The land of Russia has for hundreds of years been inhabited by a great many lovers of poetry and literature, it is one of the problems with the place. Even in the current era, even at this party, there are people who will challenge a man like Editor Rose, and ask him how it is permitted for him to publish a rewrite of another man’s book. Yet the question is civil, nobody throws their drink or beats him up, ours is a reasonable land at last, and besides it is not a Russian author who is being vandalized here. This Rose, flower of modern literary practice, is now explaining international copyright laws, telling the guests that they, too, could become editors—once a work tumbles into the public domain, it can be altered as much as you like, and nobody can prevent it. This practice is called simply “editing” and after all it’s already being applied to every single book published in the present day—Mr. Rose’s only innovation is to claim editorial hegemony over books by the dead. If he wanted to, he could write an obscene bunch of limericks (an Irish literary form) and publish them as Lev Tolstoi’s book The Kingdom of God Is Within You.
Did you ever write anything of your own, asks one young woman.
Everything I alter, I make my own, answers Rose.
And, he is right! And why aren’t you going to speak to him?

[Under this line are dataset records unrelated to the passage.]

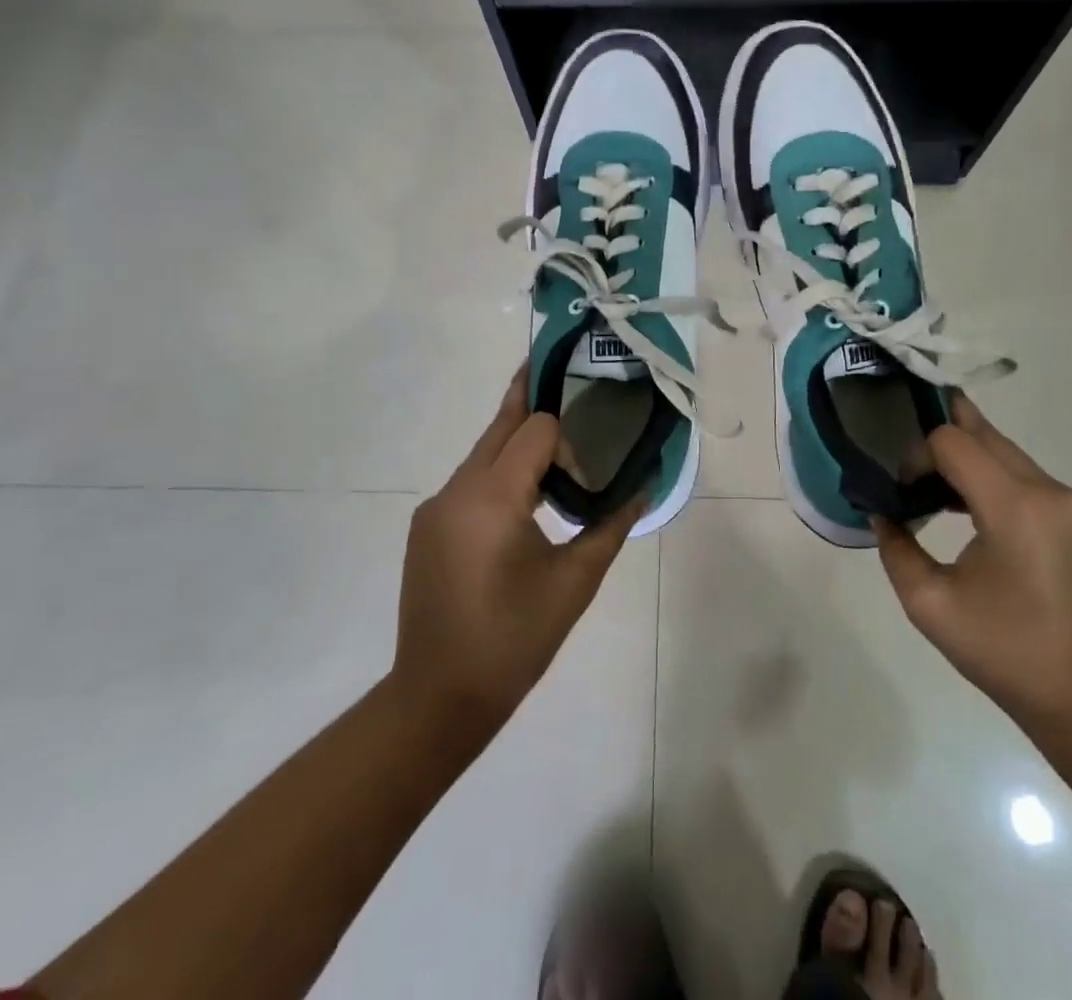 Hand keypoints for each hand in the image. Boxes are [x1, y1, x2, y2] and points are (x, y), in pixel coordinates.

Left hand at [392, 370, 643, 737]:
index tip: (592, 454)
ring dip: (518, 444)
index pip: (534, 430)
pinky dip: (500, 475)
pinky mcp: (427, 526)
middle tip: (568, 372)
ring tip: (559, 449)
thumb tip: (644, 485)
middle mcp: (456, 490)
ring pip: (484, 454)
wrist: (438, 699)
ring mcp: (435, 507)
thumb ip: (611, 525)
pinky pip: (470, 482)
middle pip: (500, 426)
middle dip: (533, 399)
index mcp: (492, 498)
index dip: (568, 434)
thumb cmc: (515, 641)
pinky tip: (525, 502)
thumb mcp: (575, 582)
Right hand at [874, 394, 1071, 734]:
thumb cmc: (1006, 654)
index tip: (903, 492)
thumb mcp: (930, 604)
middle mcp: (1054, 492)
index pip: (953, 442)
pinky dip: (1000, 483)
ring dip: (971, 463)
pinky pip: (1034, 482)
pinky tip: (979, 516)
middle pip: (986, 436)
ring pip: (1011, 456)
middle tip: (911, 462)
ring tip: (938, 492)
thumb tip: (882, 514)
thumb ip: (895, 547)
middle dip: (943, 443)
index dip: (918, 456)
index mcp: (1016, 507)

Are you so determined to remain unaltered? You are too afraid of death, that is your problem, that is why you so much fear slight dilutions and small erasures. Well, you don’t belong here, among these cheerful people. Leave if you want, preserve your sterile purity. Realize however that this party is going on everywhere, there is nothing else now, nothing except solitude, which has always been available. Do you really prefer solitude? Are you sure? Stet and Lilya lived as a solitary unit, and even that was broken in two solitary pieces. You can leave the party by walking away, but what are they going to say about you after you’re gone? And what if they even say nothing at all?